Valor Econômico, v. 20, n. 4971, 31/03/2020. Especial, p. A16

Mansueto nega selo keynesiano e cria controvérsia

Fabio Graner 


O secretário do Tesouro, Mansueto Almeida, disse no sábado e repetiu ontem que o governo não está fazendo uma típica política keynesiana. “A forte expansão do gasto público federal neste ano se concentrará em programas de transferência de renda direcionados aos trabalhadores informais e/ou de baixa renda”, diz o texto do Tesouro.

A avaliação, contudo, é polêmica e está longe de ser consenso, em especial junto aos economistas de linhas mais afeitas a John Maynard Keynes, que defendem a intervenção do Estado na economia em momentos de crise ou fraco desempenho.

“Expansão de gasto público, não importa se é por transferência de renda ou para investimento, é política keynesiana de expansão de demanda agregada. A equipe econômica faz ginástica intelectual para não admitir que estão fazendo política keynesiana de expansão da demanda agregada”, disse ao Valor o professor de economia José Luis Oreiro, da Universidade de Brasília (UnB).

“A crise do coronavírus foi a pá de cal na ortodoxia econômica. Pessoas vão descobrir que se pode aumentar dívida, financiar gasto com emissão de moeda e a economia não cai no abismo fiscal nem na hiperinflação.”

Seu colega de UnB, mas de linha econômica oposta, Roberto Ellery, concorda com a tese de Mansueto. “Uma política keynesiana típica tem foco na expansão da demanda agregada, o objetivo do gasto é o que chamam de aquecer a economia. A transferência de renda tem como objetivo ajudar os mais pobres. No contexto, o ponto é permitir que os mais vulneráveis cheguem à outra ponta da crise”, afirmou. “Com alguma ironia, posso dizer que, ao contrário de aquecer a economia, o objetivo é manter a economia ‘fria’, quase em ponto morto, com o menor dano possível a pessoas e empresas.”

Para o pesquisador do Ibre/FGV e ex-secretário de Política Econômica do Ministério da Fazenda, Manoel Pires, a atuação do governo neste momento tem, sim, corte keynesiano. “Indiretamente você está usando a

política fiscal para compensar a recessão. Esse impacto existe. A política keynesiana não se resume a aumentar investimentos públicos, mas sustentar a demanda. Nesse caso, isso é feito por meio de transferência de renda, que é o que precisa ser feito.”

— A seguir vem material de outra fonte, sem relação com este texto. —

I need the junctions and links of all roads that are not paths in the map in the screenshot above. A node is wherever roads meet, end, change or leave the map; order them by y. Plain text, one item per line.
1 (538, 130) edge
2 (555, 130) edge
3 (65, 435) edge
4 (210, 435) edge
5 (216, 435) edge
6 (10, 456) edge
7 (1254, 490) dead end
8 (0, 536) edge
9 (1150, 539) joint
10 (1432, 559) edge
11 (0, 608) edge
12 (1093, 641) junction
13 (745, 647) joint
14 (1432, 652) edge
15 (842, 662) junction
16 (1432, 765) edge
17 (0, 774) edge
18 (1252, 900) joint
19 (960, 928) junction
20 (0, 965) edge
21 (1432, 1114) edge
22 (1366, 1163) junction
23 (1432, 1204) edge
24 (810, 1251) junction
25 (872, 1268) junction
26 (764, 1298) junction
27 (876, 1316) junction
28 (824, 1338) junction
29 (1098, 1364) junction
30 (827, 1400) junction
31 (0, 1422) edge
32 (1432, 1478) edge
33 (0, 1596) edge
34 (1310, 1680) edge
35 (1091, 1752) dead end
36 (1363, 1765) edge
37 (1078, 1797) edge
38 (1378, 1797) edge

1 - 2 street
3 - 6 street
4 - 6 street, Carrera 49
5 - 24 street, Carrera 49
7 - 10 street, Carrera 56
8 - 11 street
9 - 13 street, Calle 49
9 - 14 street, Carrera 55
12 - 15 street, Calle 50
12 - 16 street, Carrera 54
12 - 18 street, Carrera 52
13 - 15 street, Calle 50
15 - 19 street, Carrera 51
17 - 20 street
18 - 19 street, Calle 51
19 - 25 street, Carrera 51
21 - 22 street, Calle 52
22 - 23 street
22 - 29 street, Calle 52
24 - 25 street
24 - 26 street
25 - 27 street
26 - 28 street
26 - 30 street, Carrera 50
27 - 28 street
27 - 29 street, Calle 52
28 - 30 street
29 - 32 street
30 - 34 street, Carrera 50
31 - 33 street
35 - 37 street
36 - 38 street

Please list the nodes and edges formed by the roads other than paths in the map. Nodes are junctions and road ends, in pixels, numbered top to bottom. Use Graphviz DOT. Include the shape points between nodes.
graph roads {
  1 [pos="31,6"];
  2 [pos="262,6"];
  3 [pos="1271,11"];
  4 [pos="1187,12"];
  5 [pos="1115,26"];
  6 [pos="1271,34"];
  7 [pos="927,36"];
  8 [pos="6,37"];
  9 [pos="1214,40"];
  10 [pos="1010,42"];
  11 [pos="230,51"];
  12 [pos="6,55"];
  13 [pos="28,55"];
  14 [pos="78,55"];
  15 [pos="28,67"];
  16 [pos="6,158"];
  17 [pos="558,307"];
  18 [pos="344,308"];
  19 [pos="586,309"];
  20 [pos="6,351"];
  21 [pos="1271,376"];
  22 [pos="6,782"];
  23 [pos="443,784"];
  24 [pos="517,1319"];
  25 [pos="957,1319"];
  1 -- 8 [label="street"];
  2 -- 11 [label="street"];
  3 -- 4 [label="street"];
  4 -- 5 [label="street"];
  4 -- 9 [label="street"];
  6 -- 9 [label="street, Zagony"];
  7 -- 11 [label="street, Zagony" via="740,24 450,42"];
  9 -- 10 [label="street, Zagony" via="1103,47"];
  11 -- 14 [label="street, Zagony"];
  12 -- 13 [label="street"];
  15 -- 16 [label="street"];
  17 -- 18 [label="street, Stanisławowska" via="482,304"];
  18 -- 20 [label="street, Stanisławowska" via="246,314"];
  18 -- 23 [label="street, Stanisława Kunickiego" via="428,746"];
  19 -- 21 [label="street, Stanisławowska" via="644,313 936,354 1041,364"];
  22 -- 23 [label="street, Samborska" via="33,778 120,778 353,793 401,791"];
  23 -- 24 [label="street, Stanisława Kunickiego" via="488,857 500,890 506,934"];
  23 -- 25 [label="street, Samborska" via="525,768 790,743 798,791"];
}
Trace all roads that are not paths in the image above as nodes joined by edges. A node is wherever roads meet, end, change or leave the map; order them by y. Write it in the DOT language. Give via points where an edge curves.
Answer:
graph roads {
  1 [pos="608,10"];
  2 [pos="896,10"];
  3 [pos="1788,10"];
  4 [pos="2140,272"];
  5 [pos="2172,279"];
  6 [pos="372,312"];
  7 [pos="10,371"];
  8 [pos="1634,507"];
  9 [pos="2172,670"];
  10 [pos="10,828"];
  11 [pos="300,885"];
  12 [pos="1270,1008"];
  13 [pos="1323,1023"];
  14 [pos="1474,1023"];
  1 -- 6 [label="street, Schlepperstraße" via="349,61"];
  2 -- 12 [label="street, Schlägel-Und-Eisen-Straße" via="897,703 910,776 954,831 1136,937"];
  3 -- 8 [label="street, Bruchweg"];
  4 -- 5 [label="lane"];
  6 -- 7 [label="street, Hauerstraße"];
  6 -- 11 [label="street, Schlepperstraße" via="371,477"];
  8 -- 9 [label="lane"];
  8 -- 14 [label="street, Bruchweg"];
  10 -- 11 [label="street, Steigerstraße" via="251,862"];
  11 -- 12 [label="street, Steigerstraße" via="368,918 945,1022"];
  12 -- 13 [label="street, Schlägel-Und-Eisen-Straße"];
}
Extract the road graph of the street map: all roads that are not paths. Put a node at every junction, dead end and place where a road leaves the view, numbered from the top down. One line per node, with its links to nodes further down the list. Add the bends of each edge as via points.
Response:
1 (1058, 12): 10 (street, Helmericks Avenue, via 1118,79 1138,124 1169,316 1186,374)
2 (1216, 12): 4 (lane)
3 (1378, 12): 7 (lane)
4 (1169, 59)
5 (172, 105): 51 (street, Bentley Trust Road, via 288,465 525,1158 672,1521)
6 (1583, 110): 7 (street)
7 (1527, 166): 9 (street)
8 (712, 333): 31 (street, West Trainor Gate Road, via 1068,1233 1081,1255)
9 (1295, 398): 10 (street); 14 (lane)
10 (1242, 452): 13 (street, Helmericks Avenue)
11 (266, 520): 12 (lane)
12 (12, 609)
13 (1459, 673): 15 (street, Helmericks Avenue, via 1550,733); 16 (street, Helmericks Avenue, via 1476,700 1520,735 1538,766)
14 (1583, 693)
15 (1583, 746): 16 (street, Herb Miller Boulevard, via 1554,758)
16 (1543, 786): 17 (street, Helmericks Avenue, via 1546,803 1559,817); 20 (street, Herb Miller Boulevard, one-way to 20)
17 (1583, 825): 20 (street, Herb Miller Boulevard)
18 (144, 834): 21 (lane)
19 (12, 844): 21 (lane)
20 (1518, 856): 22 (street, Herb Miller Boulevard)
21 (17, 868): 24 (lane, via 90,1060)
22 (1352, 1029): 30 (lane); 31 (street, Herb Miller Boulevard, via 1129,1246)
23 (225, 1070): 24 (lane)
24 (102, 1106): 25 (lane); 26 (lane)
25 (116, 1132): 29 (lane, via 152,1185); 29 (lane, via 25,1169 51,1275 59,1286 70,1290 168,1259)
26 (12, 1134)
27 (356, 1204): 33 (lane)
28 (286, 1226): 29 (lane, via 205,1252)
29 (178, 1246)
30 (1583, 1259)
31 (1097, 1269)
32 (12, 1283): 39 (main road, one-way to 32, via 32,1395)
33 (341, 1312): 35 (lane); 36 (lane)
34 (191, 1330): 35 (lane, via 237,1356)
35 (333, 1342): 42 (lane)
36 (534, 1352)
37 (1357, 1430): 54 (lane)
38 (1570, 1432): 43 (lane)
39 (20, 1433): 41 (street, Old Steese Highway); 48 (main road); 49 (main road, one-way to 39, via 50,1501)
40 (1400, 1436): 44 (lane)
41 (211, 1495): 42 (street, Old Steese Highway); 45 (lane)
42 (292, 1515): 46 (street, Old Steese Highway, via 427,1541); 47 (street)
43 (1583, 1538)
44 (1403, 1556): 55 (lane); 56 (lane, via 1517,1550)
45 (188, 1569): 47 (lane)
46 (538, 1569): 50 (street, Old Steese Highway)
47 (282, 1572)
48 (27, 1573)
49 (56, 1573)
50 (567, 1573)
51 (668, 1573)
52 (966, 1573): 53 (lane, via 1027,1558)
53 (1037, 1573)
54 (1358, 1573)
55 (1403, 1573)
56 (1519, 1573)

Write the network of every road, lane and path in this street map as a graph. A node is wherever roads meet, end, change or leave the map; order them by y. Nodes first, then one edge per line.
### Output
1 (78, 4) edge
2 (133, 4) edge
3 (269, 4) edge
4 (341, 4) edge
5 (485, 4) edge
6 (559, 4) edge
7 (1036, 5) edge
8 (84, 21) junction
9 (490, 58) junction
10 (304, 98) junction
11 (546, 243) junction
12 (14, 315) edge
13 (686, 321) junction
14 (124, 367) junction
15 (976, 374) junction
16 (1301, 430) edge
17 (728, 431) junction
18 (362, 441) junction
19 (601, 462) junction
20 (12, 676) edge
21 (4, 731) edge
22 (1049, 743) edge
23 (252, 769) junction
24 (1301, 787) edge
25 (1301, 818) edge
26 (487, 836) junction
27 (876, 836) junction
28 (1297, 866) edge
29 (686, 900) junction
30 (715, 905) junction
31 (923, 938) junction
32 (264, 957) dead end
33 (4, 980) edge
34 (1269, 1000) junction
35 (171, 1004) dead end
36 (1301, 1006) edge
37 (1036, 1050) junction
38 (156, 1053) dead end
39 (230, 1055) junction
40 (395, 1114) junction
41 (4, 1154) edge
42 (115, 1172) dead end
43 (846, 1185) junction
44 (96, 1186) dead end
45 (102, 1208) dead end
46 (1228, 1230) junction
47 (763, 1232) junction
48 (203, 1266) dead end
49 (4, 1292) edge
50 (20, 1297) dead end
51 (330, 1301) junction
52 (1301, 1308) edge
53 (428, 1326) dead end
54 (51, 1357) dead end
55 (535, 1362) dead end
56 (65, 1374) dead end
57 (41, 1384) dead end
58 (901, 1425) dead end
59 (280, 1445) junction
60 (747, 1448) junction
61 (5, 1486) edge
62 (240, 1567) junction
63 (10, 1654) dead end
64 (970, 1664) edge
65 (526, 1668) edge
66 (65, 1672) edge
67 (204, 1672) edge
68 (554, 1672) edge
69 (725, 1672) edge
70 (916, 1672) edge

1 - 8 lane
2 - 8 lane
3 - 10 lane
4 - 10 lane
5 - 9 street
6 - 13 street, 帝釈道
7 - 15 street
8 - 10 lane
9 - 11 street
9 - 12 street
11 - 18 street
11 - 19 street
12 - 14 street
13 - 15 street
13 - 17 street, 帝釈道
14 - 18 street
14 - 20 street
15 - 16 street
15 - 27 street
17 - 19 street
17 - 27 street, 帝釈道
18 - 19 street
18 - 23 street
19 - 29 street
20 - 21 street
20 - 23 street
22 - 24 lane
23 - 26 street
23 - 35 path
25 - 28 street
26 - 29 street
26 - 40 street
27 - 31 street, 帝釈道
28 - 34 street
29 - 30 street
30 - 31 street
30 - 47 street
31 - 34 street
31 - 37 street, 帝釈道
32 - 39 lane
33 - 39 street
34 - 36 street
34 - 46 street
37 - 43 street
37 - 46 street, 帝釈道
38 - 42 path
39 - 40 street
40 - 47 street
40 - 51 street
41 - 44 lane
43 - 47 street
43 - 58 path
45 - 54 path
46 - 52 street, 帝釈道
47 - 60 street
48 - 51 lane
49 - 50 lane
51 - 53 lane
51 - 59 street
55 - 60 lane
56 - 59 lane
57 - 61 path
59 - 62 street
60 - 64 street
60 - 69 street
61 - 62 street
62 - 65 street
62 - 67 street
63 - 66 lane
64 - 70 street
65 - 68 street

O ex-diretor do BC e chefe do departamento econômico da

Confederação Nacional do Comércio (CNC), Carlos Thadeu de Freitas, avalia que, na prática, a atual política tem corte keynesiano, mas enfatiza que isso é algo temporário e com nuances que consideram as especificidades para esta crise.

“O Paulo [Guedes] agora é keynesiano por algum tempo. Keynes dizia que, na época da crise, podia pedir alguém para furar buracos e outro para tapar. Em suma, tinha de ter dinheiro circulando. Mas, agora, é mais um problema de completar renda, ajudando os mais necessitados em estimular mais gastos”, disse Freitas, que brincou de chamar o ministro da Economia, a quem conhece há décadas, de “Paulo Keynes”.

Para o presidente do Conselho Federal de Economia, Antonio Corrêa de Lacerda, as atuais políticas anunciadas pelo governo “são muito tímidas e creio que Keynes jamais as assinaria”.

“A questão central é que toda a equipe econômica está num conflito. Sempre pregaram a austeridade como instrumento de retomada da confiança que nos tiraria da crise. Agora que os países mais relevantes têm adotado políticas de forte intervenção do Estado, se veem obrigados a fazê-lo. Embora de forma tímida, tardia e titubeante”, disse. “Precisam dar satisfação ao ‘mercado’ e aos que os apoiam, mas com explicações que não cabem no momento”, completou, cobrando um aumento mais intenso e mais célere de gastos públicos não só para saúde, mas também para reforçar renda de cidadãos e empresas.